• Aim of the task:
Gather from the material every line that contains the string "Include".

── Available records

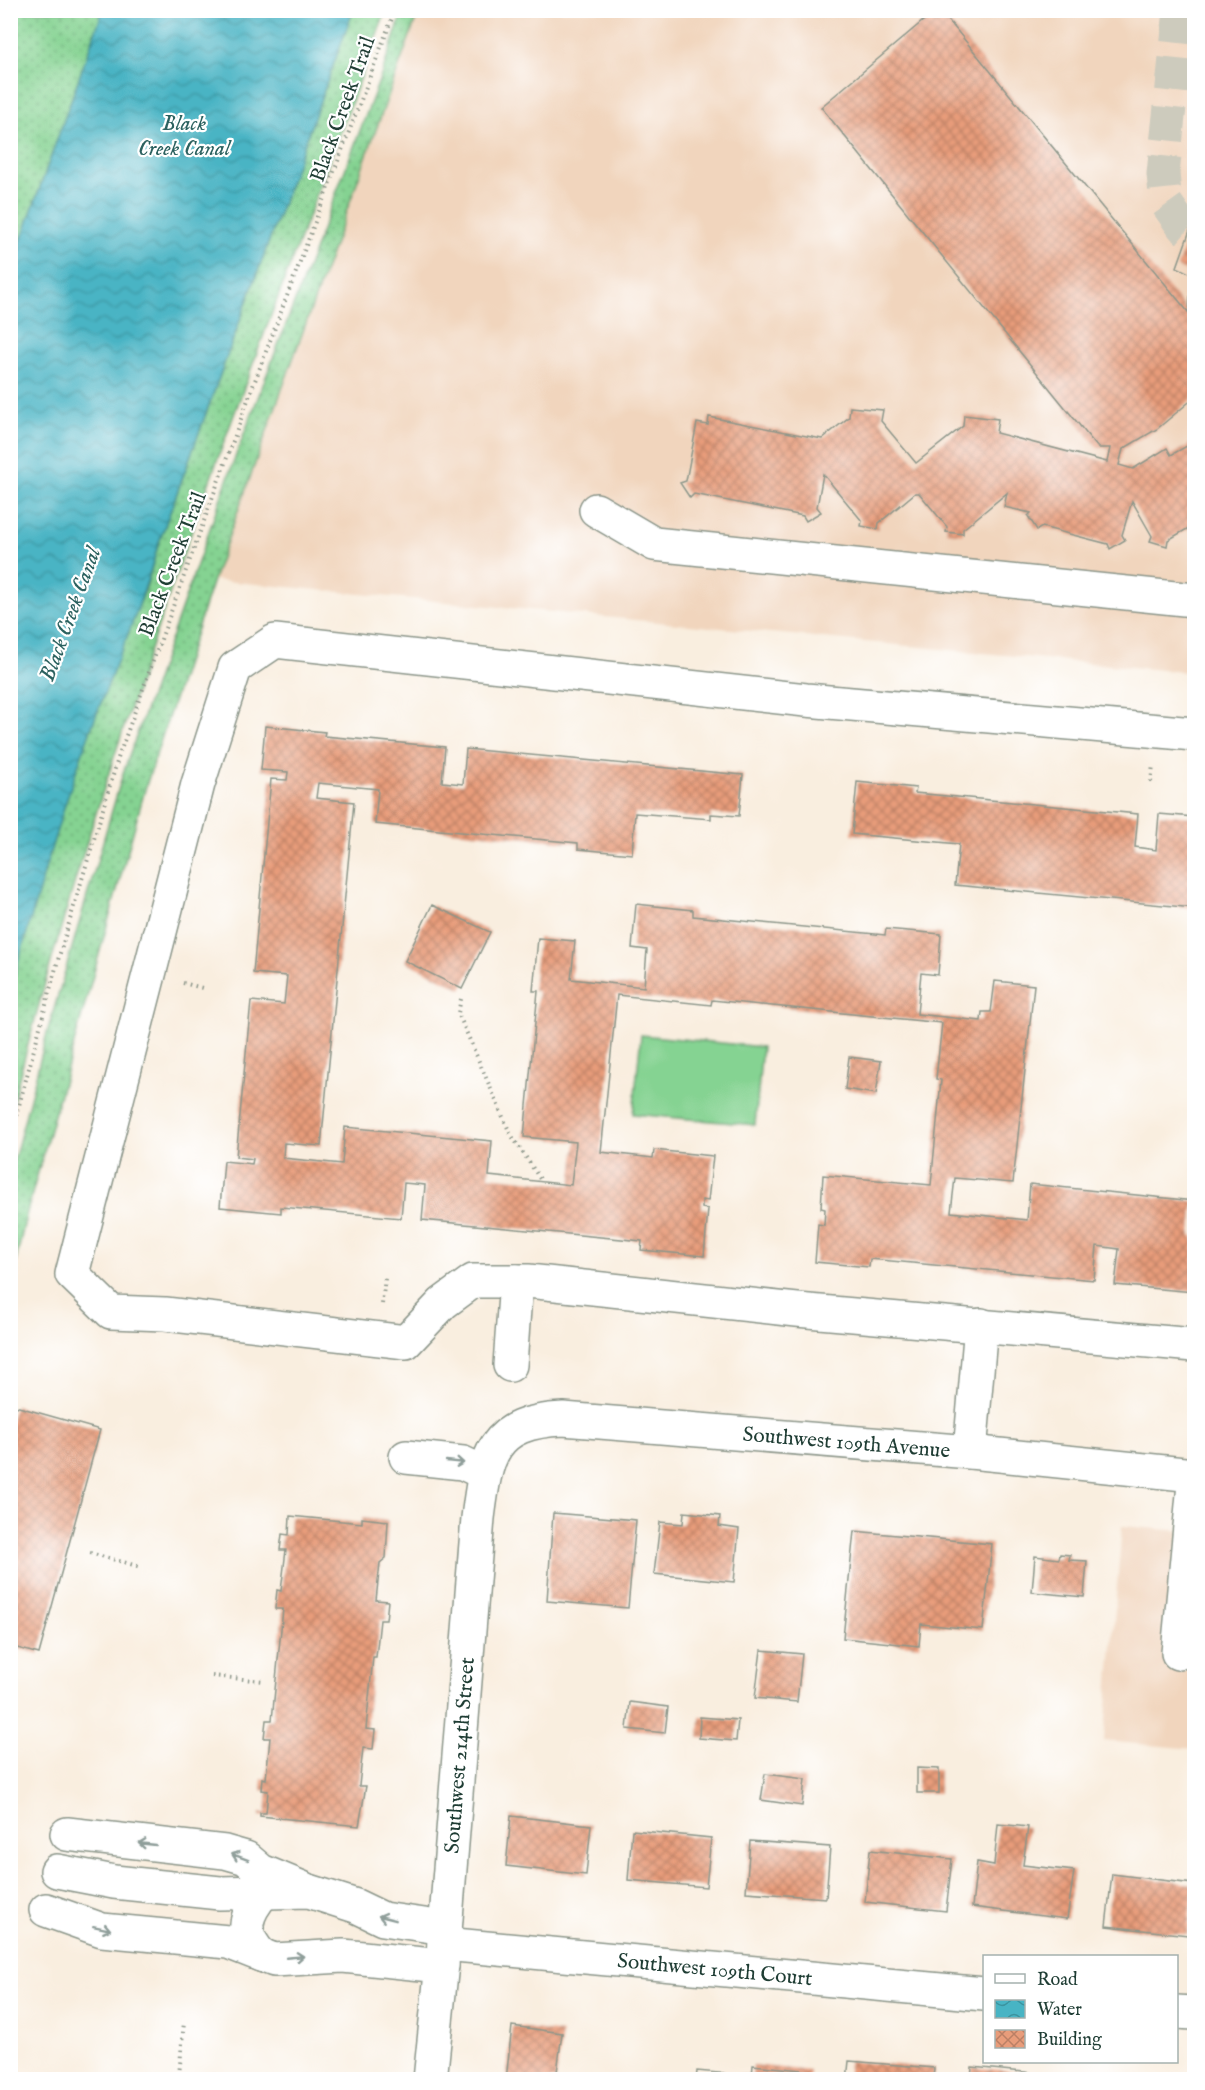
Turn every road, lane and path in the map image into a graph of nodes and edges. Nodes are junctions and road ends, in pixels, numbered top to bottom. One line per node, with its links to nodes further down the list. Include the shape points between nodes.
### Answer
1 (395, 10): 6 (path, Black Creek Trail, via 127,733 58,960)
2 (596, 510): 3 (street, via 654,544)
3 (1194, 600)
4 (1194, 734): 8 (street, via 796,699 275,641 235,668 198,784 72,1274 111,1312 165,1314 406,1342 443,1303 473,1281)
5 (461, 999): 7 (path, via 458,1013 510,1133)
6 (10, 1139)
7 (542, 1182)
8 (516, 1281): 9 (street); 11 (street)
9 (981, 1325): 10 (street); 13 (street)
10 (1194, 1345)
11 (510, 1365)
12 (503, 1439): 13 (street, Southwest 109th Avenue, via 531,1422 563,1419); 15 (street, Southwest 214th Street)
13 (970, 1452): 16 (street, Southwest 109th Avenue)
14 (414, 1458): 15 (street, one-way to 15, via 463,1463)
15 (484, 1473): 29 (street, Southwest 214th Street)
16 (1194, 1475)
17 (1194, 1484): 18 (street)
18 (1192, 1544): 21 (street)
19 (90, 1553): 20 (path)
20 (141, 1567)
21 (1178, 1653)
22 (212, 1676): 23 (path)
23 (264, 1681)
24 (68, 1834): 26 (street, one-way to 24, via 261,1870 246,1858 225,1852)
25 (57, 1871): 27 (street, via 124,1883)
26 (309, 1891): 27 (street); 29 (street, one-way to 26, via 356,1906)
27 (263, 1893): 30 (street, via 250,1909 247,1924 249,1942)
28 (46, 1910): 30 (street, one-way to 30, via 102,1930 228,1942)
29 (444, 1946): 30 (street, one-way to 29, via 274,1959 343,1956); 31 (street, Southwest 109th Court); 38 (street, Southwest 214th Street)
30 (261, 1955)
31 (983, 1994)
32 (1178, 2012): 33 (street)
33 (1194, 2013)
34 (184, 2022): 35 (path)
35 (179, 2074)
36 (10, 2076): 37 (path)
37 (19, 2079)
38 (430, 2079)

────
── Available records

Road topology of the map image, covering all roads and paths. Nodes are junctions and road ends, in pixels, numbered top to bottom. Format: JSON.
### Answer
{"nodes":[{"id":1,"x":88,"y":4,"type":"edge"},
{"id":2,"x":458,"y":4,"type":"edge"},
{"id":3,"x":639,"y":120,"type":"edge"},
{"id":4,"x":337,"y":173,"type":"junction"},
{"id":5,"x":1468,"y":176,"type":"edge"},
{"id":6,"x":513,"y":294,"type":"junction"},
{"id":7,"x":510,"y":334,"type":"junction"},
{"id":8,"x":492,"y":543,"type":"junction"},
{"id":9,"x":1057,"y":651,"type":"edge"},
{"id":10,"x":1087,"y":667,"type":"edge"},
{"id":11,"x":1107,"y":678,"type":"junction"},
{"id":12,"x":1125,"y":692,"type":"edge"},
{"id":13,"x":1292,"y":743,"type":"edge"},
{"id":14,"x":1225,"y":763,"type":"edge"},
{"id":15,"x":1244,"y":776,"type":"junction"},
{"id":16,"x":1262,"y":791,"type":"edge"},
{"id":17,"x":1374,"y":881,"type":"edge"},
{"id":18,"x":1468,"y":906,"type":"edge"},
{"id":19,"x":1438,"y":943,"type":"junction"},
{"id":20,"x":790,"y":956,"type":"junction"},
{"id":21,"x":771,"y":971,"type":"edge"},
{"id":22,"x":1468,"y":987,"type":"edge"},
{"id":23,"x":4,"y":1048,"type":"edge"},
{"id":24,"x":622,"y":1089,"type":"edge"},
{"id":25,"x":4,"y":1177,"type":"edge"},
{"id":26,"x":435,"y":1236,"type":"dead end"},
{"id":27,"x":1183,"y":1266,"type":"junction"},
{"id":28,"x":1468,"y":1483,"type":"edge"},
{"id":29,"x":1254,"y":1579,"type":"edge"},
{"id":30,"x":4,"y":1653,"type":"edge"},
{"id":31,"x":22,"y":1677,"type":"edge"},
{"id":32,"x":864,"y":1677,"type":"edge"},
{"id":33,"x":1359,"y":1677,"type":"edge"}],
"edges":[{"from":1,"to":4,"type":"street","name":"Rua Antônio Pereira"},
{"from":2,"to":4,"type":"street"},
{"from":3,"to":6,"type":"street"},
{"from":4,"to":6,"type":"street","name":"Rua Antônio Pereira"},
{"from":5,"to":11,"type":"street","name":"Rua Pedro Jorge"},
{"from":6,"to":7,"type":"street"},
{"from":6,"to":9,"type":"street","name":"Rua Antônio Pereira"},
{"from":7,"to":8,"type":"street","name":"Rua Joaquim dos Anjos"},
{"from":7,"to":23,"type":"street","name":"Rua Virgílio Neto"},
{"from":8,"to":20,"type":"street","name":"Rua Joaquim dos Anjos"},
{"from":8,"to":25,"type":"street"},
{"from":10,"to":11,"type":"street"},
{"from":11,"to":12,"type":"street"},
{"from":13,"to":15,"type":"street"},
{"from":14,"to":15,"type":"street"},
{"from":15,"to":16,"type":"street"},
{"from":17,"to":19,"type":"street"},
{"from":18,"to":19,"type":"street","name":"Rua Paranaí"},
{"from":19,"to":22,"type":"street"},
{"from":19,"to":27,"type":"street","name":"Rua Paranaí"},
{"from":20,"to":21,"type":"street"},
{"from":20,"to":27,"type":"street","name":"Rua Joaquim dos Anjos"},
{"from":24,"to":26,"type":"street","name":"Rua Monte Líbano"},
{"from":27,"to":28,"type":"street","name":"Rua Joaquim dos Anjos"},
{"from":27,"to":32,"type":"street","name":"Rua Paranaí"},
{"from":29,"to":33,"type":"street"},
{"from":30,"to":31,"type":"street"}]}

────
── Available records

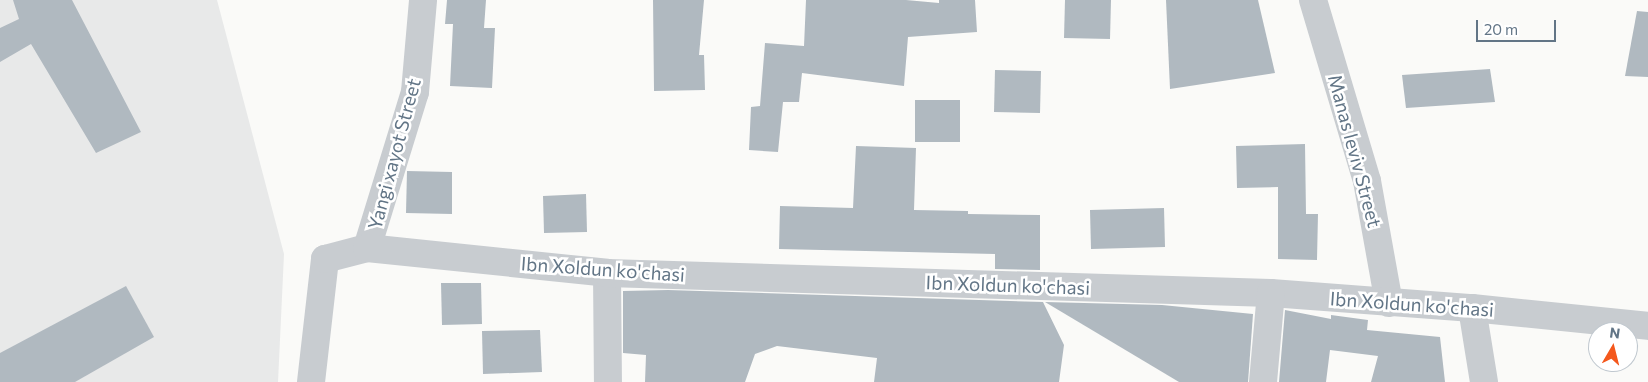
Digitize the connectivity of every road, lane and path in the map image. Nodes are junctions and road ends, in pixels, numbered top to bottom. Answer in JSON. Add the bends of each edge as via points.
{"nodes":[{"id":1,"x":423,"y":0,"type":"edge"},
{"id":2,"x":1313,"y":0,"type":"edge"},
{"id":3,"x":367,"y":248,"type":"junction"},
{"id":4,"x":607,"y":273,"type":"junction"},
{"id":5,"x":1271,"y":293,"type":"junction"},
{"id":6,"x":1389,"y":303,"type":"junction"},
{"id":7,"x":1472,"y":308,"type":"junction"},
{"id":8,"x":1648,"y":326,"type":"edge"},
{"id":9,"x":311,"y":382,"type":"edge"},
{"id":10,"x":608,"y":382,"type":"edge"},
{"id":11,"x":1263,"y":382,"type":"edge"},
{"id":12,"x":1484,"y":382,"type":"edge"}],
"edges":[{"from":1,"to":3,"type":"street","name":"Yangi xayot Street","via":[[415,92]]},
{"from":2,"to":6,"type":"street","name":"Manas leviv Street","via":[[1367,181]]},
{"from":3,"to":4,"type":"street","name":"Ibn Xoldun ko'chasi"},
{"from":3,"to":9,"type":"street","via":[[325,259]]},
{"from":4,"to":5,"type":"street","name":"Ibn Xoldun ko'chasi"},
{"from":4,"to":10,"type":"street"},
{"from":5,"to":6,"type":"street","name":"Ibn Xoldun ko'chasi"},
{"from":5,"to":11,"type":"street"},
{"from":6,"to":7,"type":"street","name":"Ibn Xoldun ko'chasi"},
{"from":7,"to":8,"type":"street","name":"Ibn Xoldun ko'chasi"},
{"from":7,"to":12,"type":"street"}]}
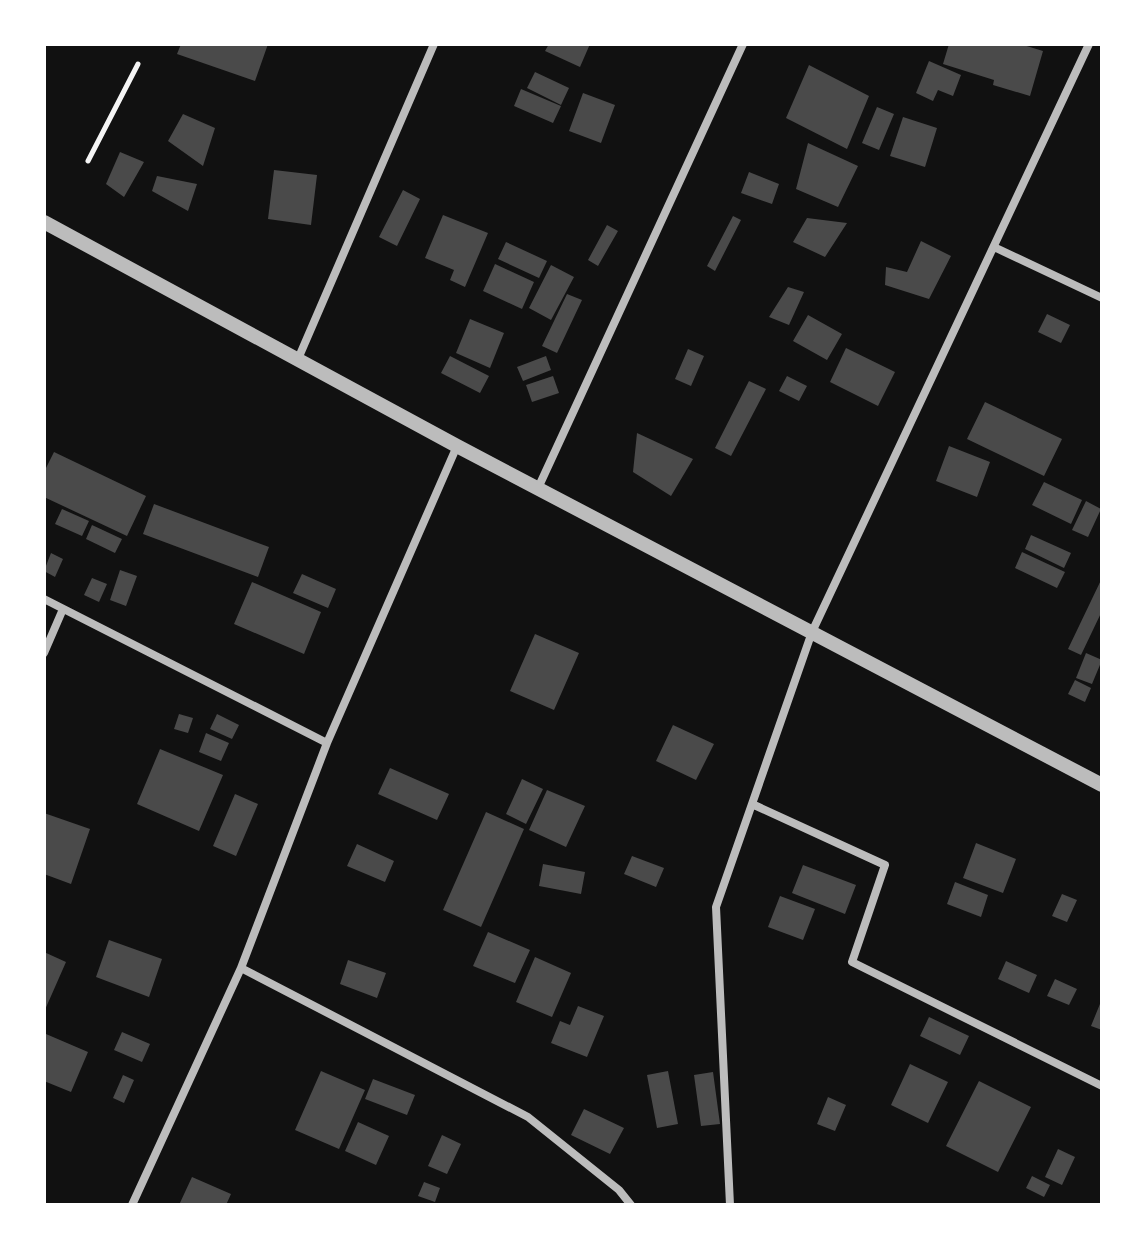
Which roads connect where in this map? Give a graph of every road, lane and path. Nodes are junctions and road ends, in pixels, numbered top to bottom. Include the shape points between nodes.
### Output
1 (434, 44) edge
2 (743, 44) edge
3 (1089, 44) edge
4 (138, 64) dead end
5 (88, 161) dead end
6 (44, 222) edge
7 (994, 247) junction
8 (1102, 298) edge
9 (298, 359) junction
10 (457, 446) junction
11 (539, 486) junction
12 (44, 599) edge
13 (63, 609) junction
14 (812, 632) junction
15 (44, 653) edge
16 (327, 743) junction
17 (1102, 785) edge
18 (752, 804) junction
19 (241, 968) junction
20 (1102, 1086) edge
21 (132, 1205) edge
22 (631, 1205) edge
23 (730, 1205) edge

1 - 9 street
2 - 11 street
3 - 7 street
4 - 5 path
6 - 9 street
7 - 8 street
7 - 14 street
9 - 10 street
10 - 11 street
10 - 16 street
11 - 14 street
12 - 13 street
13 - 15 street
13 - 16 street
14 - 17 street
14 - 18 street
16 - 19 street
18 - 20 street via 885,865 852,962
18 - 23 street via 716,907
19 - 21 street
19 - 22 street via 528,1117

────

• Task result:
Turn every road, lane and path in the map image into a graph of nodes and edges. Nodes are junctions and road ends, in pixels, numbered top to bottom. One line per node, with its links to nodes further down the list. Include the shape points between nodes.
Which roads connect where in this map? Give a graph of every road, lane and path. Nodes are junctions and road ends, in pixels, numbered top to bottom. Include the shape points between nodes.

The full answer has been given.